Eran Raven is a mentalist and security expert.

Raven is best known in technology circles by his birth name, Eran Feigenbaum, for his role as both the former director of security at Google Enterprise (2007-2016), and the former chief information security officer for Jet.com.

Raven is famous in the US for his death-defying mentalism performances on NBC’s Phenomenon.

Early life
Eran Raven was born Eran Feigenbaum in Tel Aviv, Israel. His mother was a high school principal and his father was a rocket scientist.

His interest in magic began at an early age, and he gave his first public performance at age 11. He became interested in mentalism after he realized the way he asked questions could influence the person's response, or willingness to respond, to the request. Raven became fascinated by, and would make much use of, this nonverbal communication.

Appearances
Raven has appeared on stage in more than 35 countries in North America, Europe and Asia; and on more than 50 TV shows internationally. His biggest air date was on NBC's Phenomenon, before a broadcast audience of 8 million live viewers.

In October and November 2007, Raven was one of ten mentalist contestants on the primetime NBC series Phenomenon, which was hosted by Tim Vincent and judged by Criss Angel and Uri Geller.  He finished as runner-up on the series, after performing dangerous demonstrations of mentalism involving razor blades, snakes, scorpions, and nail guns.

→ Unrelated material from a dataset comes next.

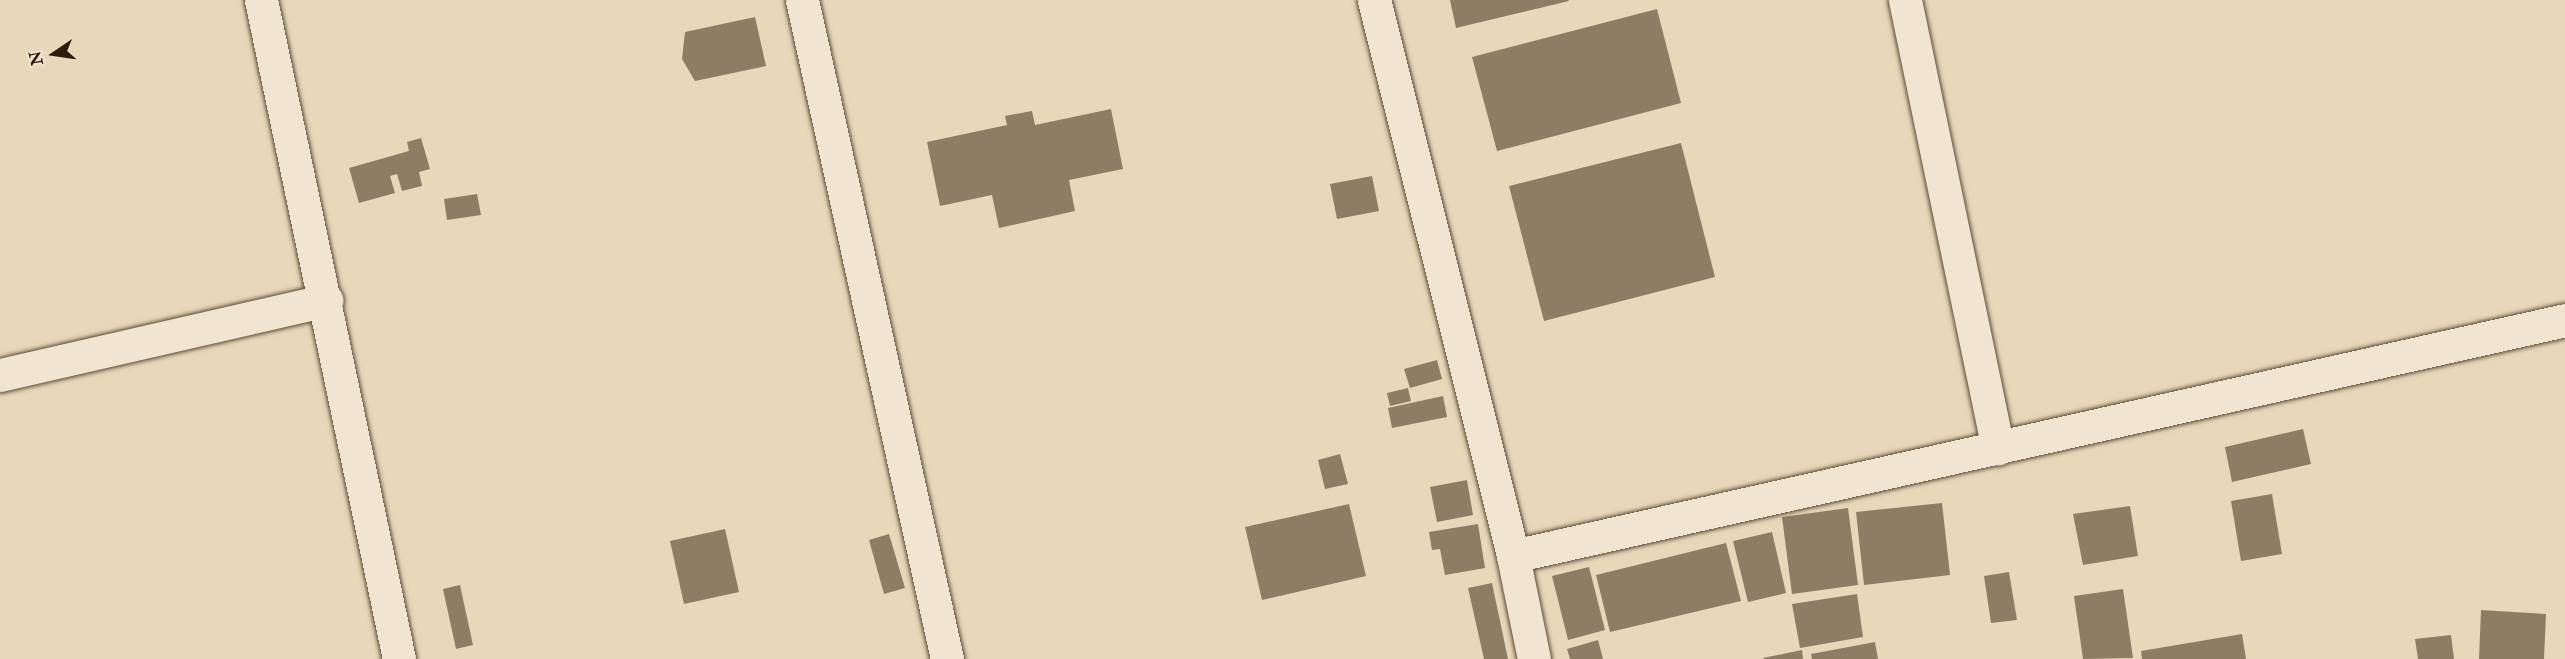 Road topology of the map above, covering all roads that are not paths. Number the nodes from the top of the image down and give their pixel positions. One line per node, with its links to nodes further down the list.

A demonstration with Holly Madison went wrong when Raven was bitten by a snake on live TV. He decided to continue after having his hand bandaged.

Raven was seriously injured during rehearsals for another demonstration, which resulted in multiple ruptured disks in his back and relegated him to using a wheelchair, and a cane for a period thereafter.  He has commented that he will reattempt this demonstration 

Famous personalities Raven has "manipulated" include Arnold Schwarzenegger, Bruce Willis, Owen Wilson and Sylvester Stallone.

Security career
As Eran Feigenbaum, he worked at Google  as head of security for Google Enterprise, and gave multiple presentations before technical audiences the world over, and members of Congress.  He has written security whitepapers with ex-Google CIO Douglas Merrill.

Eran Feigenbaum is a frequent speaker at international security gatherings like Black Hat Security Conference and Hacker Halted, where he talks about why current security systems don't work, the vulnerability of passwords and how to think like a hacker. His areas of expertise include cybersecurity, perception management, social engineering and non-verbal cues.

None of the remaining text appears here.